The sense of repulsion ultimately comes from seeing something that should not have been seen. In Visible Man (1924), Béla Balasz describes the use of close-up to film animals: “[We] suddenly find ourselves confronted with an unaccustomed, mysterious, unnatural image of nature. We sometimes feel at this point that we have eavesdropped on a profound, sacred mystery, a hidden life that frequently possesses the secret charm of the forbidden. […] However, one of our deepest metaphysical yearnings is to see what things are like when we are not present.” This must then be the starting point: recognizing the power on the psyche of seeing what we are not meant to see.
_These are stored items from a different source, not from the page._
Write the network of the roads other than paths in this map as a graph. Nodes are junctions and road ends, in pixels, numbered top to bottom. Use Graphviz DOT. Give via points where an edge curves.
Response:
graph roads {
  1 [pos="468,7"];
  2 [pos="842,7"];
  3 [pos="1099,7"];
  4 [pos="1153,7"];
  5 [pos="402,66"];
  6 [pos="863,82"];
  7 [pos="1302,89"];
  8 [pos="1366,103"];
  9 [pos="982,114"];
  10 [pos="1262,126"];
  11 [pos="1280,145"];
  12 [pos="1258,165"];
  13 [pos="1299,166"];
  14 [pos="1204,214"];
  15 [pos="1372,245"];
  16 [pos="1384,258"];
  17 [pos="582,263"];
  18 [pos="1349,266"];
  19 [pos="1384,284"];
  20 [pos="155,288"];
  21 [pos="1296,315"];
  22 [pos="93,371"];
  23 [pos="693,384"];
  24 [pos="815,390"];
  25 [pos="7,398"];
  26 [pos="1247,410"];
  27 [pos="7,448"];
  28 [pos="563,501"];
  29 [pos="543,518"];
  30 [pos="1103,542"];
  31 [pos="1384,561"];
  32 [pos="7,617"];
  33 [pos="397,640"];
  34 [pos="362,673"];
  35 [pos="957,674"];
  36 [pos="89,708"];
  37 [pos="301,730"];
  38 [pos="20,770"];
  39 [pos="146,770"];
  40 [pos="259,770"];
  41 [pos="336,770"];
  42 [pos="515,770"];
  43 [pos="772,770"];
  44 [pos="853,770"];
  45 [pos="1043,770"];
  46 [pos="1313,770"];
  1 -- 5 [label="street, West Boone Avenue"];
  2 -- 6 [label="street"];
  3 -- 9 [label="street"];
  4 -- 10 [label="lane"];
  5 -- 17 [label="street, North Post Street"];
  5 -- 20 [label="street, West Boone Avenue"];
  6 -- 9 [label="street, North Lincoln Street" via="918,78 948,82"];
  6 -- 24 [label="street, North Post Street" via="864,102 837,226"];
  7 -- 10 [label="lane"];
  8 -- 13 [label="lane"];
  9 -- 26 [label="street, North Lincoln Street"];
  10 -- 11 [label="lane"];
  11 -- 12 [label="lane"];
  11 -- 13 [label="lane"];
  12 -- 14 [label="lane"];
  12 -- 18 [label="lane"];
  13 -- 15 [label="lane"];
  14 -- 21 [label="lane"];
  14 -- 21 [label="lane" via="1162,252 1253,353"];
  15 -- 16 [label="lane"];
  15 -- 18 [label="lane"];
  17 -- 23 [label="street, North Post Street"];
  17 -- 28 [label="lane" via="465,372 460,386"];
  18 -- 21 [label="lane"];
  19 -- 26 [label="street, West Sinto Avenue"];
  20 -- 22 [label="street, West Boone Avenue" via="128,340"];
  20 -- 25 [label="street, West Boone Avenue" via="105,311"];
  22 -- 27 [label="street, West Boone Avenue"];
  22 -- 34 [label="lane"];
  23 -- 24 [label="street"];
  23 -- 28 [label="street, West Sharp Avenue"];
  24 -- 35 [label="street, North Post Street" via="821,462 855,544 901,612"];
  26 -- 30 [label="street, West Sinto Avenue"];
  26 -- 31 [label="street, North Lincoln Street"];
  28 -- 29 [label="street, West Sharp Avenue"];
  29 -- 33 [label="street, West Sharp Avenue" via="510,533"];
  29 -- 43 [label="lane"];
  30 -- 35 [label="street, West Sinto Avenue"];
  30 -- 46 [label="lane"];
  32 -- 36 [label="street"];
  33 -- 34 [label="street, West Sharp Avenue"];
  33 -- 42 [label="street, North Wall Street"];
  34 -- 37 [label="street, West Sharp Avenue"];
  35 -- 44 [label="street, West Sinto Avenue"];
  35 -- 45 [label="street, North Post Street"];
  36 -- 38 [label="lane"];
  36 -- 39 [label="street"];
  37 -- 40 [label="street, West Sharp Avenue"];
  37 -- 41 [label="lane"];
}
Seeing what only exists in our absence. Recognizing that this encounter is anthropological and metaphysical.
I am overcome with vertigo: is this spider my anxiety, brought to life and into the light of day? Or is it in fact me, grappling with the end of lockdown and forced to emerge from my hole? But the unease goes beyond my own individuality, and is related to this monstruous assembly of animality and humanity, the human covering the living world. If the spider resembles me, then who am I?